Second, we need to include more Black women’s voices in conversations about the fashion industry. It is not enough to simply hire a few Black women into positions of authority, their perspectives must be included in discussions on design and marketing decisions if we truly want to make a difference. Unfortunately, all too often, these conversations occur without any input from people of colour at all. This needs to change if we want to see meaningful progress made towards inclusion within the fashion industry. To help improve the representation of Black women creative directors it’s essential that luxury brands understand the importance and value of hiring Black women into these positions. By doing so more talented creatives will get the opportunity to share their unique perspective on design and push for change within the industry. Louis Vuitton had an opportunity to embrace designers such as Grace Wales Bonner and Martine Rose for the open position of men’s but instead chose another Black man.
Third, more education about diversity should be provided for younger generations so that they can become the change the fashion industry needs. This can be done by providing more information on Black women creative directors, who have worked in the past and are currently working in fashion, as well as teaching young people about Black contributions to the industry right from its inception.
Fourth, we must recognise that racism and misogynoir exists within society. This means that even if qualified Black women have access to roles within luxury fashion houses and other brands, they may still face discrimination and unequal opportunities for advancement due to their race. Luxury brands need to take steps to actively address issues of prejudice in order for meaningful change to take place.
Fifth, to ensure that more Black women creative directors are hired, luxury fashion brands must become actively involved in and invest in grassroots initiatives such as apprenticeships for young women from diverse backgrounds. These projects will offer participants the opportunity to get hands-on experience of the industry, allowing them to develop their skills further and potentially launch a career in fashion design. In addition there are plenty of other steps including mentorship programmes that pair Black women employees with experienced mentors or sponsors, who will champion their success within the organisation, which can be incredibly effective at helping them rise up through the ranks. By opening up these pathways more Black women voices will be heard in the fashion world.
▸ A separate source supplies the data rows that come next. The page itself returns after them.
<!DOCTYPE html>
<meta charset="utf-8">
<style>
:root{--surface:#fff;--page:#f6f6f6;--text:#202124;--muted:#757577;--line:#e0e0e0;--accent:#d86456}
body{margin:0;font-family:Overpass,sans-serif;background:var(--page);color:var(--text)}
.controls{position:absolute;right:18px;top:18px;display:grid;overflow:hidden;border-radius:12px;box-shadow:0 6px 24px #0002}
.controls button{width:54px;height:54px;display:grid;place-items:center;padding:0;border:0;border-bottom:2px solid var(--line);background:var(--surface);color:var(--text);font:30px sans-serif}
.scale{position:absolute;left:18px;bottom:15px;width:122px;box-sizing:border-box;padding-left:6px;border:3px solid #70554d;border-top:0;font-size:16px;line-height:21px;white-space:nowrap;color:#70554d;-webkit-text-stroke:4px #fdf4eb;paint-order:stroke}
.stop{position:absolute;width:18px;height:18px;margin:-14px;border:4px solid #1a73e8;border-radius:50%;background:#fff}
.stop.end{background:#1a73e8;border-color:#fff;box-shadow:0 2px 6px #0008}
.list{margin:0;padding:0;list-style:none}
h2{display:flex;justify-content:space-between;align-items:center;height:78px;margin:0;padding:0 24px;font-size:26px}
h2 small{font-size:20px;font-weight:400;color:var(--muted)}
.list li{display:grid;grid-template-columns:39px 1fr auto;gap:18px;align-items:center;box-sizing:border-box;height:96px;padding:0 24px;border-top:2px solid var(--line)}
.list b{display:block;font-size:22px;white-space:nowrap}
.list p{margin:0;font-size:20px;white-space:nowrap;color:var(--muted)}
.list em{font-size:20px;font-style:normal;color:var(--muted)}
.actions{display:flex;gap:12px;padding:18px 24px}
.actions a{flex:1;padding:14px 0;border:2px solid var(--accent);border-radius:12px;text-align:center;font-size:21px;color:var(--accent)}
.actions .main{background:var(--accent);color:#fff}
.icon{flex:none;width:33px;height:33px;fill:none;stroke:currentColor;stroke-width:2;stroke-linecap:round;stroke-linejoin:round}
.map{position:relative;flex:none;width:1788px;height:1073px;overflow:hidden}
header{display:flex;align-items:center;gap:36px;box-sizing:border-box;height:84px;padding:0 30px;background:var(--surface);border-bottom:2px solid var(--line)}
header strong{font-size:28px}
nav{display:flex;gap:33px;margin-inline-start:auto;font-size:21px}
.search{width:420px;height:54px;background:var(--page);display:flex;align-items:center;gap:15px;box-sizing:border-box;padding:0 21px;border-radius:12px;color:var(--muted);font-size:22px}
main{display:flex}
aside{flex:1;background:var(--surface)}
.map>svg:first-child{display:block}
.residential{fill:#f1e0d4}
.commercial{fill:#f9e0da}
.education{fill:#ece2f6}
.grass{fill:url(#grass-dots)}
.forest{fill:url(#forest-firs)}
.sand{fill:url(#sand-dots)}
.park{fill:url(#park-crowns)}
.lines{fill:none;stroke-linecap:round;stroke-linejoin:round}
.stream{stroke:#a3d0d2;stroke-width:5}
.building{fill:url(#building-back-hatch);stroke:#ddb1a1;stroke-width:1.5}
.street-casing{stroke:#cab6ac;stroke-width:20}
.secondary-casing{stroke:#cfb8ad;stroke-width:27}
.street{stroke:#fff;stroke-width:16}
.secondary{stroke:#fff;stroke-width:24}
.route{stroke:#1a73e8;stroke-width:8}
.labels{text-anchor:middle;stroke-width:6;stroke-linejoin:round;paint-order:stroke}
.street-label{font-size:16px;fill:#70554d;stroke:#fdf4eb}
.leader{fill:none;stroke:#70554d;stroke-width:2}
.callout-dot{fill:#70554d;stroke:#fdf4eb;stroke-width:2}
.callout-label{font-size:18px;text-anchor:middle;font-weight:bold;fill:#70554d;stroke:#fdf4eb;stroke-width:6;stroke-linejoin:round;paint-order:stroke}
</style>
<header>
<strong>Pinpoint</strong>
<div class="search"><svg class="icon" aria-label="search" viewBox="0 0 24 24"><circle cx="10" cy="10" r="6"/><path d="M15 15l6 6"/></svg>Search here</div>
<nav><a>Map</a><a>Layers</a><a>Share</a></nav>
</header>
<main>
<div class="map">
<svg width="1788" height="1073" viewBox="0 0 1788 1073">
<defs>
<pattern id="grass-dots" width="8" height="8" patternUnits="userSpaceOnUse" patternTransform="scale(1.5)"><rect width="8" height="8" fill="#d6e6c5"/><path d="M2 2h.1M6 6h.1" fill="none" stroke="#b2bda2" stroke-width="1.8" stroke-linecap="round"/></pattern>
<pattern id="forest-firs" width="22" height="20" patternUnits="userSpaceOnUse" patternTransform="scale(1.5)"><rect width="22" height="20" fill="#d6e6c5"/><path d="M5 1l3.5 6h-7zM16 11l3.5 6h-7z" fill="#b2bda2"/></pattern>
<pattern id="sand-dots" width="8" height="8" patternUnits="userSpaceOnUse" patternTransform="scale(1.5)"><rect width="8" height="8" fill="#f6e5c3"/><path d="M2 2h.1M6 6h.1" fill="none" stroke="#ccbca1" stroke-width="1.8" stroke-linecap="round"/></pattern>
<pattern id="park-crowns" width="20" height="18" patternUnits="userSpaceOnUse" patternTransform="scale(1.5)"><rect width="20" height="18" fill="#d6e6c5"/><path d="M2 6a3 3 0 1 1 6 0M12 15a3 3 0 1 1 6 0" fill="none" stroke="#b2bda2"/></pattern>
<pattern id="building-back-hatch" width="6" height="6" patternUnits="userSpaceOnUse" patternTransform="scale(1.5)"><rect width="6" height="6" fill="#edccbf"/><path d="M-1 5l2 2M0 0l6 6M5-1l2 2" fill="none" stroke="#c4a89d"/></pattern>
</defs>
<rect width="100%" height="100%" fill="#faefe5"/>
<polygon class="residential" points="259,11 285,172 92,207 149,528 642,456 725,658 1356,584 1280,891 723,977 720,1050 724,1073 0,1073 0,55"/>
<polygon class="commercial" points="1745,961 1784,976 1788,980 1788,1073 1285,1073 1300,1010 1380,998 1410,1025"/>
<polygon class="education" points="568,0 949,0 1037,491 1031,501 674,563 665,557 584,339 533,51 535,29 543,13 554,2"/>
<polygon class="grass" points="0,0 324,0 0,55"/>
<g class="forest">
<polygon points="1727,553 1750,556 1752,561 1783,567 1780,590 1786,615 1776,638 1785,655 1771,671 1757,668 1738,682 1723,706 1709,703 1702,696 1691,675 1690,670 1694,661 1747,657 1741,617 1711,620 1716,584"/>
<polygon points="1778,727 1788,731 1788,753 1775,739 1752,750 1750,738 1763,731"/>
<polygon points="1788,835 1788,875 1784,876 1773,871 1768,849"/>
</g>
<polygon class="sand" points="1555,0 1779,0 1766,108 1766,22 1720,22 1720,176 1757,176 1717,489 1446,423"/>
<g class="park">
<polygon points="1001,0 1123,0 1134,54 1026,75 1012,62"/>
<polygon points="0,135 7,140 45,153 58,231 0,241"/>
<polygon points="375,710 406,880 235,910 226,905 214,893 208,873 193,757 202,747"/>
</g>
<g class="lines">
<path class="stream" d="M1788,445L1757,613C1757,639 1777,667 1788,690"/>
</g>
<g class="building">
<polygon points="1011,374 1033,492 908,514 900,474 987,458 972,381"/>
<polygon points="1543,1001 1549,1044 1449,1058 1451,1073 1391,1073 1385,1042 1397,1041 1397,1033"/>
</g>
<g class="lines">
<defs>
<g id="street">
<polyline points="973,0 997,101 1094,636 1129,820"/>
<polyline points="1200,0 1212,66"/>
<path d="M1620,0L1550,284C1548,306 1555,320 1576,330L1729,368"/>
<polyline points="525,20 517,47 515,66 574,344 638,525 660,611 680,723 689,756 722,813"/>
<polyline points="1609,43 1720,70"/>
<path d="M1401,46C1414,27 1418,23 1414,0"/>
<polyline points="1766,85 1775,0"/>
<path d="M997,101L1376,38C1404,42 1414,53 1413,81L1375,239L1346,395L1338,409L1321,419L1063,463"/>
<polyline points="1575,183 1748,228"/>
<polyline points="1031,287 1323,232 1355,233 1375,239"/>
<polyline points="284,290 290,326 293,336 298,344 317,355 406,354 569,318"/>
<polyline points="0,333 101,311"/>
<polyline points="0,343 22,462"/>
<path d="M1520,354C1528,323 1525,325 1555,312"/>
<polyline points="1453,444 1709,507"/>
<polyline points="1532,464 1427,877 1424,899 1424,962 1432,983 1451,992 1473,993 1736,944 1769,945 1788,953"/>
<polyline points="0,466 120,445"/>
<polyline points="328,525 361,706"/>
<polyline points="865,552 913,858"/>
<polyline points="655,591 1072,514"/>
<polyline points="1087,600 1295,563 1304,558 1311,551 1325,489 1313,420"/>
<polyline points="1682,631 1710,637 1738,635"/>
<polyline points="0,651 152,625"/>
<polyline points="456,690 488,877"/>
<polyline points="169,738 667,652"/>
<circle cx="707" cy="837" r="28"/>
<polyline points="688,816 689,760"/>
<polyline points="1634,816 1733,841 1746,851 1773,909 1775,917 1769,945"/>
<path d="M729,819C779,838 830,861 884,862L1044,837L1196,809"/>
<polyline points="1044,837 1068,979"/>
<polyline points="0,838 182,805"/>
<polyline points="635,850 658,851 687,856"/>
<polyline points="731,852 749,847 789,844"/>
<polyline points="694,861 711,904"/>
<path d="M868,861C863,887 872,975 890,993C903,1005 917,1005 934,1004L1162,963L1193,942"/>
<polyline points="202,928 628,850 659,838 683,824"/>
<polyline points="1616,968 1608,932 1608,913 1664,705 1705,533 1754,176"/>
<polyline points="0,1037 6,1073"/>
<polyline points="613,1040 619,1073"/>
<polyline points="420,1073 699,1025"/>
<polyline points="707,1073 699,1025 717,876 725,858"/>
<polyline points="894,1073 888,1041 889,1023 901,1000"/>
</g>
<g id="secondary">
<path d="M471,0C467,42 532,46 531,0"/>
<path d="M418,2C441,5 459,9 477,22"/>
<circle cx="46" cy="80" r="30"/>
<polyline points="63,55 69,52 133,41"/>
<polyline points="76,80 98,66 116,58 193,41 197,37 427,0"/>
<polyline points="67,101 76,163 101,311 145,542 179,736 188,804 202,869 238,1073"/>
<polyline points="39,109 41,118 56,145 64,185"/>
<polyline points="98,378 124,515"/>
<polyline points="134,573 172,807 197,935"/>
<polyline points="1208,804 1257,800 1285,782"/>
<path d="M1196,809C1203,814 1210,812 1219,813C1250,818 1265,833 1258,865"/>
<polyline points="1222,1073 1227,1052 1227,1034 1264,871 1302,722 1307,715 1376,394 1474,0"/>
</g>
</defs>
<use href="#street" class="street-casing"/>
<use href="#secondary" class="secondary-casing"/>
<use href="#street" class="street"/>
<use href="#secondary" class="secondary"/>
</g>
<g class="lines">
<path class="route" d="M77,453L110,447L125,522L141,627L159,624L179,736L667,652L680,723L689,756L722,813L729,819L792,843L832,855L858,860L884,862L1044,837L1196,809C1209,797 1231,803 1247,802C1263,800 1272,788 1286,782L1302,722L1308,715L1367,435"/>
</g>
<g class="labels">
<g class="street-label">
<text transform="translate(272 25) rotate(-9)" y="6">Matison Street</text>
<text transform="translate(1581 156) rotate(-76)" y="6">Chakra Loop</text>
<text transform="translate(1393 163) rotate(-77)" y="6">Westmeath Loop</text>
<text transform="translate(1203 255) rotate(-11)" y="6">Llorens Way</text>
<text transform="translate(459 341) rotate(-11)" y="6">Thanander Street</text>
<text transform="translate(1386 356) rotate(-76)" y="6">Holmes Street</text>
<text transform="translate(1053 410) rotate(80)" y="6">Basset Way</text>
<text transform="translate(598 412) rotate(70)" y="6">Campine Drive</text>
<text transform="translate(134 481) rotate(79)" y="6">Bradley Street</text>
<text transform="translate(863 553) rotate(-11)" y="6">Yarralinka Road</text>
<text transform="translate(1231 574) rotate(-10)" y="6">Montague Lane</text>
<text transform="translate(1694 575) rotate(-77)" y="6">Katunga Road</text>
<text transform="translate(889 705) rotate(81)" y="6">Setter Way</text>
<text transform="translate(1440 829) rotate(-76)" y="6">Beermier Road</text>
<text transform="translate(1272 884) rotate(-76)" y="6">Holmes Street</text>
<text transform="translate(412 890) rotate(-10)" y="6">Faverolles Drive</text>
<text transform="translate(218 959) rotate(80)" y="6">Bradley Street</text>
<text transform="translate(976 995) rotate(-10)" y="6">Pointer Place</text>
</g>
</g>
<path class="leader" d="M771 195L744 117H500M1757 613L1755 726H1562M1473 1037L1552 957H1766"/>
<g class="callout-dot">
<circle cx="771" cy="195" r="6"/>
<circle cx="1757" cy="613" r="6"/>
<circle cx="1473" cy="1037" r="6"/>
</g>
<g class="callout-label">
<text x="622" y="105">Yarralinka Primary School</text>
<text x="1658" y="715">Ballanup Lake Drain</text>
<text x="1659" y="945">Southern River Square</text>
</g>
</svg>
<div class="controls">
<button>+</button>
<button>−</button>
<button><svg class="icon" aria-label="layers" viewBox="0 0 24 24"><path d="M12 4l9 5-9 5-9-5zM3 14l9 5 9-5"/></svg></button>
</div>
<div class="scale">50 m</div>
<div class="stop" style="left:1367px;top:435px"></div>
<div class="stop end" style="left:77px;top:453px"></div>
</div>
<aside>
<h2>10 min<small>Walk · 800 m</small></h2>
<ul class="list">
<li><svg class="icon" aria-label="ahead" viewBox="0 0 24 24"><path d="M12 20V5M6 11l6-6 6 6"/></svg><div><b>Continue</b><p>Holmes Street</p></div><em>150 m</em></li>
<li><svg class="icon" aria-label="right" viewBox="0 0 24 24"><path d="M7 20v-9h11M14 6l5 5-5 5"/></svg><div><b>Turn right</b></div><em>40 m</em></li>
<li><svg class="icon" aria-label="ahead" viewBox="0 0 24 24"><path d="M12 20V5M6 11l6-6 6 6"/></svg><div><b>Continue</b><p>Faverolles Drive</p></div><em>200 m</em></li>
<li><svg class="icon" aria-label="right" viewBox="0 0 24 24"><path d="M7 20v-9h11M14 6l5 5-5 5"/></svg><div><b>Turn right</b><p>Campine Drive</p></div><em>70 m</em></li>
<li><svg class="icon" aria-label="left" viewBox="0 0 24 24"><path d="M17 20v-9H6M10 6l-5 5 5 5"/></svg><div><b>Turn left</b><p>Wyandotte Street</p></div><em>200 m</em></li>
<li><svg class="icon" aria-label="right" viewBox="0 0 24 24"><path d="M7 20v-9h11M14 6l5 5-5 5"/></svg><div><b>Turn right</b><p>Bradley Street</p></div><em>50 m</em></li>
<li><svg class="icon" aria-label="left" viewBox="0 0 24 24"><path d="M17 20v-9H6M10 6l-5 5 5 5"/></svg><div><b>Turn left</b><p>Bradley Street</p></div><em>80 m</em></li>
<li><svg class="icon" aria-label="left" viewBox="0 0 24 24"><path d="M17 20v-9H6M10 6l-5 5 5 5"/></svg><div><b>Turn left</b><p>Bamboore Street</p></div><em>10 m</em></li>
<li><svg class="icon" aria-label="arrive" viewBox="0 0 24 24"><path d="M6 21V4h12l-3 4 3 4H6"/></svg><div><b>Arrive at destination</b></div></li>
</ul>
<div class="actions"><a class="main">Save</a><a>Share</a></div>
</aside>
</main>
There is a great deal of potential for Black women creatives in the luxury fashion industry as evidenced by the success and acclaim of those who have already made their mark. For example Grace Wales Bonner, Rene McDonald, and Martine Rose have become three of the most successful independent designers in recent years.
There’s no reason why amazing Black women creative directors shouldn’t be given the same opportunities as their male counterparts at global luxury fashion houses. By engaging with conversations that highlight the talent and skill sets of these professional women active steps can be taken to address the imbalance, of who is being promoted and given opportunities, that make not just financial sense but also better serves both the corporate entity and customer needs.